Monotonic Binning for Weight of Evidence (WoE) Encoding

3 minute read

Published:

I was experimenting with the weight of evidence (WoE) encoding for continuous data. The preparation is quite different from categorical data in terms of binning characteristics.

Applying WoE encoding on continuous data requires the data to be binned in monotonic way (bins & WoE). Take a look at the following example.

Covariate: age
Bins: [-inf, 10], (10, 20], (20, 30], (30, 40], (40, inf]
Possible WoE: 0, 0.5, 0.8, 0.9, 0.95
Possible WoE: 0.95, 0.9, 0.8, 0.5, 0

Provided below a simple algorithm to perform monotonic binning on a certain covariate. The qcut from pandas is leveraged to bucketize the data since I think it’s more established to do the thing compared with Spark’s bucketizer.

One more thing. I’ve provided a simple python package for WoE. You can find the code here.

Fit the data for monotonic binning

import pandas as pd
import numpy as np
import scipy.stats.stats as stats

from pyspark.sql import SparkSession
from pyspark.sql import functions as F

from woe_iv.woe import WOE_IV


def fit_mono_bin(X, Y, n = 20):
    col_to_bucketed = X.columns[0]
    label_col = Y.columns[0]
    Ypd = Y.toPandas().values.reshape(-1)
    Xpd = X.toPandas().values.reshape(-1)
    r = 0
    while np.abs(r) < 1:
        d1 = pd.DataFrame({col_to_bucketed: Xpd, 
                           label_col: Ypd, 
                           "bucket": pd.qcut(Xpd, n, duplicates='drop')})
        d1['bucket_label'] = d1.groupby('bucket').ngroup()
        
        # compute woe for the bucket
        woe_df = compute_woe(df=spark.createDataFrame(d1.drop('bucket', 1)), 
                             cols_to_woe=["bucket_label"], 
                             label_col=label_col, 
                             good_label='yes')
        d1["bucket_label_woe"] = woe_df.select("bucket_label_woe").toPandas()
        
        r, p = stats.spearmanr(d1['bucket_label'], d1['bucket_label_woe'])
        n = n - 1
        
        if n < 1:
            print('could not perform monotonic bin for column {}'.format(col_to_bucketed))
            return None

    print('found monotonic bin for column {} with n_bin = {}'.format(col_to_bucketed, d1["bucket"].nunique()))
    return d1['bucket'].unique()

    
def compute_woe(df, cols_to_woe, label_col, good_label):
    woe = WOE_IV(df, cols_to_woe, label_col, good_label)
    woe.fit()
    return woe.transform(df)

The above fit method only returns the intervals of each bin. We need to fetch the minimum and maximum number for each bin. This information will be applied when the corresponding covariate is transformed. The retrieve_bucket_min_max method performs this step.

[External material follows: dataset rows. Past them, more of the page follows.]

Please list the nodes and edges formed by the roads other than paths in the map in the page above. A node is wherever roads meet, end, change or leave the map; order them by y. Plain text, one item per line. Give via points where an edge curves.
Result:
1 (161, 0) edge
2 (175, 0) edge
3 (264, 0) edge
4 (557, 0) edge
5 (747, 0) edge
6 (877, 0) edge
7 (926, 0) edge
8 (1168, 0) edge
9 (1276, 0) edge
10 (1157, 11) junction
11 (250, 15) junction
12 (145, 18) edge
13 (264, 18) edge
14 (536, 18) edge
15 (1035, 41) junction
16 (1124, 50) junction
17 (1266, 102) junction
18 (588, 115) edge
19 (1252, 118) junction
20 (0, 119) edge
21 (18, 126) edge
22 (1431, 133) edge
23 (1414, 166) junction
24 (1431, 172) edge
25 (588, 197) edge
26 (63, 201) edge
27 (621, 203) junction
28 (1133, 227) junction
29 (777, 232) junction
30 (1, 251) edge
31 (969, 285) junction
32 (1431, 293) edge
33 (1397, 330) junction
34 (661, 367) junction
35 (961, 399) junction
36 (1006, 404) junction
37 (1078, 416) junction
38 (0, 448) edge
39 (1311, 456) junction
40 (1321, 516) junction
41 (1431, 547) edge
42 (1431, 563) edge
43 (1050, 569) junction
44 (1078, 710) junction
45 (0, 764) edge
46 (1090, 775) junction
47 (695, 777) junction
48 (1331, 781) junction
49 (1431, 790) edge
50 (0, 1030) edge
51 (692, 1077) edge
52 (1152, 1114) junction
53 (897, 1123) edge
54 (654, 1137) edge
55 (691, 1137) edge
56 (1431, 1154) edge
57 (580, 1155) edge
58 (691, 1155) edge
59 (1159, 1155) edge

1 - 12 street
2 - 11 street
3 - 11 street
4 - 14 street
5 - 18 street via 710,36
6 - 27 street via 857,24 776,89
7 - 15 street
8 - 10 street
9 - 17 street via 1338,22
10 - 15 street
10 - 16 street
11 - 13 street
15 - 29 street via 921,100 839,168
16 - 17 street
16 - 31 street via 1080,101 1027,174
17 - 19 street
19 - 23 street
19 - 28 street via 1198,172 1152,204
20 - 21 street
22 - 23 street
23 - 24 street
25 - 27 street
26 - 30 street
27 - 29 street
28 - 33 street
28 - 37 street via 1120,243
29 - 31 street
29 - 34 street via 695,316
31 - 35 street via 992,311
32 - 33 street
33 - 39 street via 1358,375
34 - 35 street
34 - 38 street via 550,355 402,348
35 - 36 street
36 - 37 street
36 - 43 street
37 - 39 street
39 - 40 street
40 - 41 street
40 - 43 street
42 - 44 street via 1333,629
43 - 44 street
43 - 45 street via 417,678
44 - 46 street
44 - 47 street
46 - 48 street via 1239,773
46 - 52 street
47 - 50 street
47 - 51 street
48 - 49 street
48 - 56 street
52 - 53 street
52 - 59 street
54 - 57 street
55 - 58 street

In addition, the retrieve_bucket_min_max method also adds two bins other than the fitted bins, namely [-inf, minimum_value_of_the_first_bin] and (maximum_value_of_the_last_bin, inf]. This is just simply to accomodate the possible case of differences in variance between train (where the bins are fitted), validation, and test data.

def retrieve_bucket_min_max(bucket_df):
    lower_bounds = pd.IntervalIndex(bucket_df).left
    upper_bounds = pd.IntervalIndex(bucket_df).right
    
    tmp_dict = {}
    # from the fitted bins
    for bound in zip(lower_bounds, upper_bounds):
        key_name = '(' + str(bound[0]) + ', ' + str(bound[1]) + ']'
        tmp_dict.update({
            key_name: {
                'min': bound[0],
                'max': bound[1]
            }
        })

    # other than the fitted bins
    key_name_inf_to_lower_bound = '[-inf, ' + str(min(lower_bounds)) + ']'
    tmp_dict.update({
        key_name_inf_to_lower_bound: {
            'min': -float("inf"),
            'max': min(lower_bounds)
        }
    })
    
    key_name_upper_bound_to_inf = '(' + str(max(upper_bounds)) + ', inf]'
    tmp_dict.update({
        key_name_upper_bound_to_inf: {
            'min': max(upper_bounds),
            'max': float("inf")
        }
    })
    return tmp_dict

Last but not least, below is the starting point of monotonic bin fitting. In this case, train_df is a pyspark dataframe.

# fit binning
bin_data = {}
for col, var_type in train_df.dtypes:
    if var_type != 'string':
        bucket_df = fit_mono_bin(train_df.select(col), train_df.select(TARGET_COL))
        if bucket_df is not None:
            bucket_min_max = retrieve_bucket_min_max(bucket_df)

Transform the data

Simply put, the transform_mono_bin method transform each continuous covariate into the corresponding bin.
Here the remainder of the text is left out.